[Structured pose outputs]
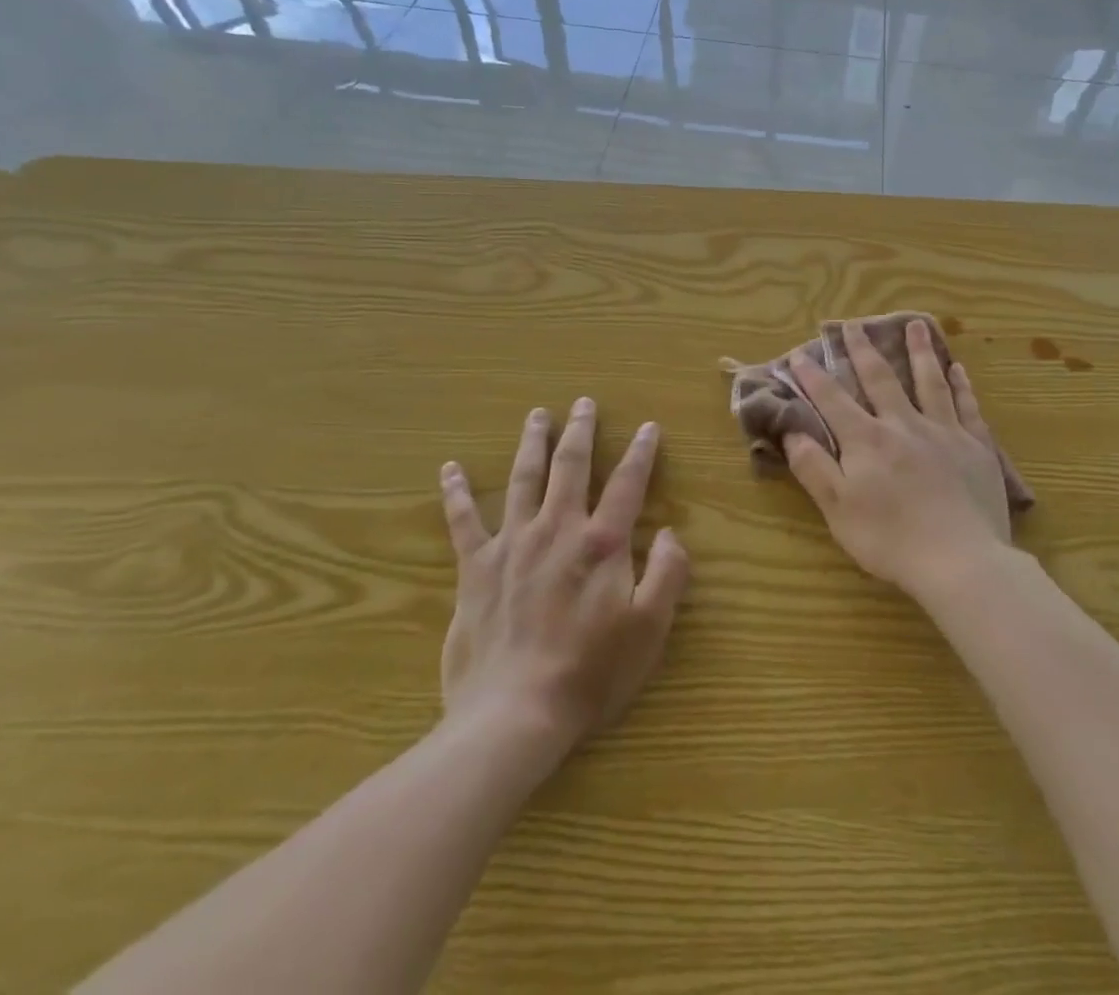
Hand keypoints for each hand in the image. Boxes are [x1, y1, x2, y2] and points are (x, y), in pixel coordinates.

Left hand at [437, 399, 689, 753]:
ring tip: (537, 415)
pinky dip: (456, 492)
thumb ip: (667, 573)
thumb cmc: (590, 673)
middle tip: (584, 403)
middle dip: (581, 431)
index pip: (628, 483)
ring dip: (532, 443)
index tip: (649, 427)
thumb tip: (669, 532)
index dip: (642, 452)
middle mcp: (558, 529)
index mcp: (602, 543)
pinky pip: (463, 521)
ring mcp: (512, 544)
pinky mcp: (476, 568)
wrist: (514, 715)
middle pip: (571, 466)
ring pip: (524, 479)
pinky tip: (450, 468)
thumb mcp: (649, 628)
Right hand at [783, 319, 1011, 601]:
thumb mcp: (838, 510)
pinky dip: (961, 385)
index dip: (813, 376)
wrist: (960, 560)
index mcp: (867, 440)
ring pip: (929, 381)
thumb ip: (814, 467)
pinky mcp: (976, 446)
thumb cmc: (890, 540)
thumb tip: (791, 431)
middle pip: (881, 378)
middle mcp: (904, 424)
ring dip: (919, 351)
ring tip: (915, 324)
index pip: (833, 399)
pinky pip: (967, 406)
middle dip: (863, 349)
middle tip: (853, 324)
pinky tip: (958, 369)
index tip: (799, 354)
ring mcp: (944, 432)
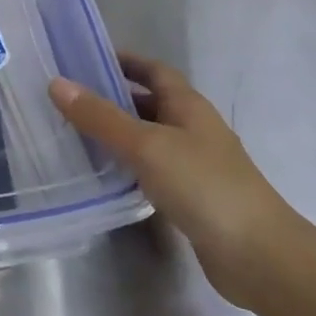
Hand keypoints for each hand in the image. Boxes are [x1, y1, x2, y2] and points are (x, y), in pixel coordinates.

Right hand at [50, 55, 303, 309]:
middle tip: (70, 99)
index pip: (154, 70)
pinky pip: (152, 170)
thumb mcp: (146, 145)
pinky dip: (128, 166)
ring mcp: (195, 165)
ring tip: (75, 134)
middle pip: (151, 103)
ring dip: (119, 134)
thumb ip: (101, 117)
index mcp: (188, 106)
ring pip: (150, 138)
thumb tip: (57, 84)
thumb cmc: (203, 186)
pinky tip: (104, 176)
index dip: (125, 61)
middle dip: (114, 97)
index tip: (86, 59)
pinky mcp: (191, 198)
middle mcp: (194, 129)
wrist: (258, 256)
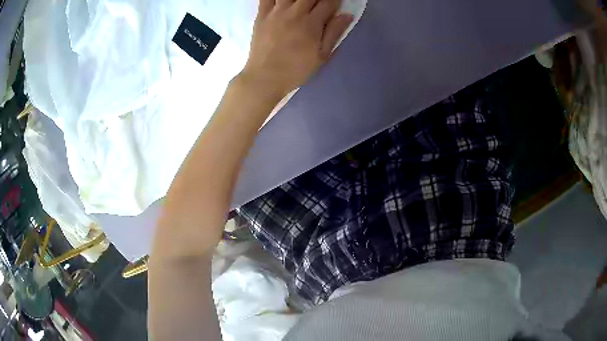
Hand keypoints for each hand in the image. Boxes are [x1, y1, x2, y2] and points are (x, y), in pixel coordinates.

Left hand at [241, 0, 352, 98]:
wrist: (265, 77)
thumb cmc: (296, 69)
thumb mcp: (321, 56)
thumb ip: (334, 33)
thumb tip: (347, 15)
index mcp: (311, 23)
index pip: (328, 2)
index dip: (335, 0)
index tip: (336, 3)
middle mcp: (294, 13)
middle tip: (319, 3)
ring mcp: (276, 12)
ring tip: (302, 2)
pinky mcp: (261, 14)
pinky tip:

▶ _WHAT YOU NEED TO DO_:
Pictures are to be dropped, and every record is to be copied exactly.

▶ _EXERCISE RESPONSE_:
Hand keypoints for each hand in the image. Boxes are [x1, y1, x2, y2] and points are (x, y), in pixel coordinates.

Left hand at [437, 399, 689, 753]:
ring tip: (537, 415)
pinky dip: (456, 492)
thumb ip: (667, 573)
thumb cmc: (590, 673)
middle tip: (584, 403)
middle dip: (581, 431)
index pip: (628, 483)
ring dip: (532, 443)
index tip: (649, 427)
thumb tip: (669, 532)
index dip: (642, 452)
middle mcp: (558, 529)
index mcp: (602, 543)
pinky pip: (463, 521)
ring mcp: (512, 544)
pinky mcp: (476, 568)
wrist: (514, 715)
middle pip: (571, 466)
ring pip: (524, 479)
pinky tip: (450, 468)
thumb mcp: (649, 628)
Right hand at [783, 319, 1011, 601]:
thumb mcp: (838, 510)
pinky dip: (961, 385)
index dip: (813, 376)
wrist: (960, 560)
index mcp: (867, 440)
ring pip: (929, 381)
thumb ip: (814, 467)
pinky mcp: (976, 446)
thumb cmc: (890, 540)
thumb tip: (791, 431)
middle pip: (881, 378)
middle mcp: (904, 424)
ring dip: (919, 351)
ring tip: (915, 324)
index pip: (833, 399)
pinky pip: (967, 406)
middle dip: (863, 349)
middle tip: (853, 324)
pinky tip: (958, 369)
index tip: (799, 354)
ring mcp: (944, 432)
Hand keypoints for each hand in the image. Boxes are [x1, y1, x2, y2] and points are (x, y), in pixel coordinates.

Right hand at [50, 55, 303, 309]:
middle tip: (70, 99)
index pip: (154, 70)
pinky pip: (152, 170)
thumb mcp: (146, 145)
pinky dip: (128, 166)
ring mcp: (195, 165)
ring tip: (75, 134)
middle pip: (151, 103)
ring dip: (119, 134)
thumb ip: (101, 117)
index mcp: (188, 106)
ring pip: (150, 138)
thumb tip: (57, 84)
thumb cmc: (203, 186)
pinky tip: (104, 176)
index dip: (125, 61)
middle dip: (114, 97)
index tip: (86, 59)
pinky mcp: (191, 198)
middle mcp: (194, 129)
wrist: (258, 256)
Hand keypoints for each hand in the image. Boxes are [x1, y1, x2, y2] and points are (x, y), in pixel coordinates.

Left hand at [241, 0, 352, 98]:
wrist: (265, 77)
thumb cmc: (296, 69)
thumb mcp: (321, 56)
thumb ip: (334, 33)
thumb tip: (347, 15)
index mcp: (311, 23)
index pip: (328, 2)
index dip: (335, 0)
index tip: (336, 3)
middle mcp: (294, 13)
middle tip: (319, 3)
ring mcp: (276, 12)
ring tip: (302, 2)
pinky mcp: (261, 14)
pinky tip:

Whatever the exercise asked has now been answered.